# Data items
----------------------------------------
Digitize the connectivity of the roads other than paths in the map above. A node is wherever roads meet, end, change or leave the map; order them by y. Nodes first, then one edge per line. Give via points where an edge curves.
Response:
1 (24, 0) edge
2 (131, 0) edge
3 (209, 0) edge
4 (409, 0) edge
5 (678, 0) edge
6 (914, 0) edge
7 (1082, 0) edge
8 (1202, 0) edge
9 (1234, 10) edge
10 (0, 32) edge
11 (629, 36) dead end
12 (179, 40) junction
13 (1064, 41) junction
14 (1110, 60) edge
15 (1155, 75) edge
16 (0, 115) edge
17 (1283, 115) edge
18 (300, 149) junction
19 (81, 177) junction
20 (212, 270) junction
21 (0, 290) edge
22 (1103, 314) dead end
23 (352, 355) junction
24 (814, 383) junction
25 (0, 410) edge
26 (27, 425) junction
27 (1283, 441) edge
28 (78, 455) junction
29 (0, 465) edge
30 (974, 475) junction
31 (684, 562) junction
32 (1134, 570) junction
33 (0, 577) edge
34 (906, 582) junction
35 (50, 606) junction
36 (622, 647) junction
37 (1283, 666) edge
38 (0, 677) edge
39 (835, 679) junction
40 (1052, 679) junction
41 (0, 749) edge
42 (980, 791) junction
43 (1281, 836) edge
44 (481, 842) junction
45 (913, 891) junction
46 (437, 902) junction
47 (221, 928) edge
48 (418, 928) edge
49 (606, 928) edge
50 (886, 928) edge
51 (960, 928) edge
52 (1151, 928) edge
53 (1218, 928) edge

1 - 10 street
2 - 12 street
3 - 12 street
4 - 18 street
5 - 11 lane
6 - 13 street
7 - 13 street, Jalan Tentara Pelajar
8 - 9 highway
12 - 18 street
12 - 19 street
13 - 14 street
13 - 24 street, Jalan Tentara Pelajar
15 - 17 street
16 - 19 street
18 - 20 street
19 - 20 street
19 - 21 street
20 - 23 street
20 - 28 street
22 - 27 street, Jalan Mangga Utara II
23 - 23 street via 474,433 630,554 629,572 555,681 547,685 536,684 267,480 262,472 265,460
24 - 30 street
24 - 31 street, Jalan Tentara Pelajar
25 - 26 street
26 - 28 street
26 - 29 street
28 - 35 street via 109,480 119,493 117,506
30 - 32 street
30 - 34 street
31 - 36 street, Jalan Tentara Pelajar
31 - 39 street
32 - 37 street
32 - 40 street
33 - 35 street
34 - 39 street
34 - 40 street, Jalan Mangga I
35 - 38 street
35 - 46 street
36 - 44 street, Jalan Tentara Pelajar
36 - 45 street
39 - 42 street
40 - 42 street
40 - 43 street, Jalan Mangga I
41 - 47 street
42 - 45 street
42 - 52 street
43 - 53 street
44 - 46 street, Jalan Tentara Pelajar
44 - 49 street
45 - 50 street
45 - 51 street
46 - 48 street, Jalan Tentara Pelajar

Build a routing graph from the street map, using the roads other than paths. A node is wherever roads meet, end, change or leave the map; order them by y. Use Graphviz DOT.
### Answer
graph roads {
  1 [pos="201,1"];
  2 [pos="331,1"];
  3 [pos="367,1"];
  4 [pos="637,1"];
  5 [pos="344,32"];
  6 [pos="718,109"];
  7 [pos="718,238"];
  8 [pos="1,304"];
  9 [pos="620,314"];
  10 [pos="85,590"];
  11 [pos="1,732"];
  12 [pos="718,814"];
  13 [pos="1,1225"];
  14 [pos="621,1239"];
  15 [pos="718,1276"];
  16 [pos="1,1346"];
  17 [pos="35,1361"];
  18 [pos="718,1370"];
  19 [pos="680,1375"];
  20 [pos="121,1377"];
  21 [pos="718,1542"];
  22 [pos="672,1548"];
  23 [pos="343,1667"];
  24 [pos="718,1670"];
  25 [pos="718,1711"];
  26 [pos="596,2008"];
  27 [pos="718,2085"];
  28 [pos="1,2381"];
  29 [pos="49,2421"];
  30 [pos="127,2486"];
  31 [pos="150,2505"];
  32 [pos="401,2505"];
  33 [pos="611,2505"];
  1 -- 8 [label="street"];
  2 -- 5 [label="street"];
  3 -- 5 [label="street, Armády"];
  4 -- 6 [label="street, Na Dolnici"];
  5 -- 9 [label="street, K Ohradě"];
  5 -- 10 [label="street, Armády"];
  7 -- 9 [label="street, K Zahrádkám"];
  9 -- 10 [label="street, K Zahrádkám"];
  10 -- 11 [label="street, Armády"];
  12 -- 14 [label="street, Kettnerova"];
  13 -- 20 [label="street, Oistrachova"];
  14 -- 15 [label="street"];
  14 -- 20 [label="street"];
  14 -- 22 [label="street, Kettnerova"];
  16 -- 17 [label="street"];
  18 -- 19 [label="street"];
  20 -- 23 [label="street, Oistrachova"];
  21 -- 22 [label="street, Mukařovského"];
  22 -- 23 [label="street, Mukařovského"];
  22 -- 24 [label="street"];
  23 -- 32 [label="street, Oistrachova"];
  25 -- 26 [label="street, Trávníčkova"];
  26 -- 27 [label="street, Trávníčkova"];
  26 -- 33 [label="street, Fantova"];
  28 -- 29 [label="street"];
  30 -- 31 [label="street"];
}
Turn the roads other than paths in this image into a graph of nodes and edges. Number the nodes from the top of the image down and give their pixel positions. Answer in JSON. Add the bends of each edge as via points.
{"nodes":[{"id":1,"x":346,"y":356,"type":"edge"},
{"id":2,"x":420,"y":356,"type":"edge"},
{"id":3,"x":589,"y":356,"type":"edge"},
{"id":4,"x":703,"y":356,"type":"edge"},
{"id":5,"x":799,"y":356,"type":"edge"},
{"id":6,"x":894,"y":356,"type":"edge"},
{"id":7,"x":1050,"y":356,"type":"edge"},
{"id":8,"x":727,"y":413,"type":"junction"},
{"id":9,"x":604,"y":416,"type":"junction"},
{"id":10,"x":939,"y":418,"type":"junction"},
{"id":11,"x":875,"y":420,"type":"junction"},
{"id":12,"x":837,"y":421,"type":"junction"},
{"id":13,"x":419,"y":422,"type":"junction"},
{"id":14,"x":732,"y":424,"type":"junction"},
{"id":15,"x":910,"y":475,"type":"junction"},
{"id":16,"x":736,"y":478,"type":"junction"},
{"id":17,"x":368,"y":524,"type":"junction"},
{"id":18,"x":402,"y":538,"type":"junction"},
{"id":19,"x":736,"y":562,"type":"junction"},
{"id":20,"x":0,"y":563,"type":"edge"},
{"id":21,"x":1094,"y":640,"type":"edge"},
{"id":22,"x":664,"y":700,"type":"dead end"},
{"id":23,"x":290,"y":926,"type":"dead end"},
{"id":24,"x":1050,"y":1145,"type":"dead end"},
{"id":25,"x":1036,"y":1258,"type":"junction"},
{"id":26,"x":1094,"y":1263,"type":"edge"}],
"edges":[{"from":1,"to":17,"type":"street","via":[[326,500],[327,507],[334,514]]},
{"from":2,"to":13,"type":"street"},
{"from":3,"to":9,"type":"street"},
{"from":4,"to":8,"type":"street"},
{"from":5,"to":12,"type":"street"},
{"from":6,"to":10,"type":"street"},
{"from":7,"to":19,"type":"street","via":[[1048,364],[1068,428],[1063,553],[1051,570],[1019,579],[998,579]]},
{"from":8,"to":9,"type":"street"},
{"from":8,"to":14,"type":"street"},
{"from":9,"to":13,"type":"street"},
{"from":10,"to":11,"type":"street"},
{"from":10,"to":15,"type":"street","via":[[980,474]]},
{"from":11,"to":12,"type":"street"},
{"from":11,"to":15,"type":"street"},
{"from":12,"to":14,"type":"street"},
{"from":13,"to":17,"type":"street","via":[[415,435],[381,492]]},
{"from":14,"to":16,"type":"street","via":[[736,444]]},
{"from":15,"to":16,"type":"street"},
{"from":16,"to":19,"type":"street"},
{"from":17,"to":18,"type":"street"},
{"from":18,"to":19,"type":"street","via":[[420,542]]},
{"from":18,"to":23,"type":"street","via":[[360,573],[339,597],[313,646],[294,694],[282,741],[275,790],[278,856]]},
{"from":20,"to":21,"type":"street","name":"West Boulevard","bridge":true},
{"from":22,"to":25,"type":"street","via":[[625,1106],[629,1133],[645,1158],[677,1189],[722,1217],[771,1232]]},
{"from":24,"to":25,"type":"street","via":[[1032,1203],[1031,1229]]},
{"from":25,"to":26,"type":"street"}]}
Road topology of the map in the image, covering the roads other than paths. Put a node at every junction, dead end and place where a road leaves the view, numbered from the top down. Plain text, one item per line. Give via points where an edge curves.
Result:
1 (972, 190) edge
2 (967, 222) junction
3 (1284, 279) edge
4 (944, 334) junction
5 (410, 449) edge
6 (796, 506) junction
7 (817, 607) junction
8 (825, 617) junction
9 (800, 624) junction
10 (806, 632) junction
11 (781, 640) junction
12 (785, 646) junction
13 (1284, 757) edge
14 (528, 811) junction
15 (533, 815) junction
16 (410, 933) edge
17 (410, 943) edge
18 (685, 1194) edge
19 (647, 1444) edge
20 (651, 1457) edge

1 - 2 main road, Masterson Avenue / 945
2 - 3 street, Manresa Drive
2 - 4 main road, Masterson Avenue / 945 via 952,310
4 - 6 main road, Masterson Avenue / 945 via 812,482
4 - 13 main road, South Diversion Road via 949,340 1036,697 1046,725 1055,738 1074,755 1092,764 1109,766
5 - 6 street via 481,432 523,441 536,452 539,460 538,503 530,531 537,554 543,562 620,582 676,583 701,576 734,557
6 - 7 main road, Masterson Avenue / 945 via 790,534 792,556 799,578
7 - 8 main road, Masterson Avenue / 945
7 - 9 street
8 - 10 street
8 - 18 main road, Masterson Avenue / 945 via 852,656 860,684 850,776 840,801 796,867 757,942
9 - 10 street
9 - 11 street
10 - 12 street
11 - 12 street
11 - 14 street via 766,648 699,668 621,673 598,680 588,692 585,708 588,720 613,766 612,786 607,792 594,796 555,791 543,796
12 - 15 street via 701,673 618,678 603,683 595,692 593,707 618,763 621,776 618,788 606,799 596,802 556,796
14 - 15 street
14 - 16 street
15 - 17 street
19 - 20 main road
----------------------------------------
# YOUR ASSIGNMENT
Find the lines that mention "Zahrádkám" in the entries and show them.

# RESULT OF THE EXERCISE
  7 -- 9 [label="street, K Zahrádkám"];
  9 -- 10 [label="street, K Zahrádkám"];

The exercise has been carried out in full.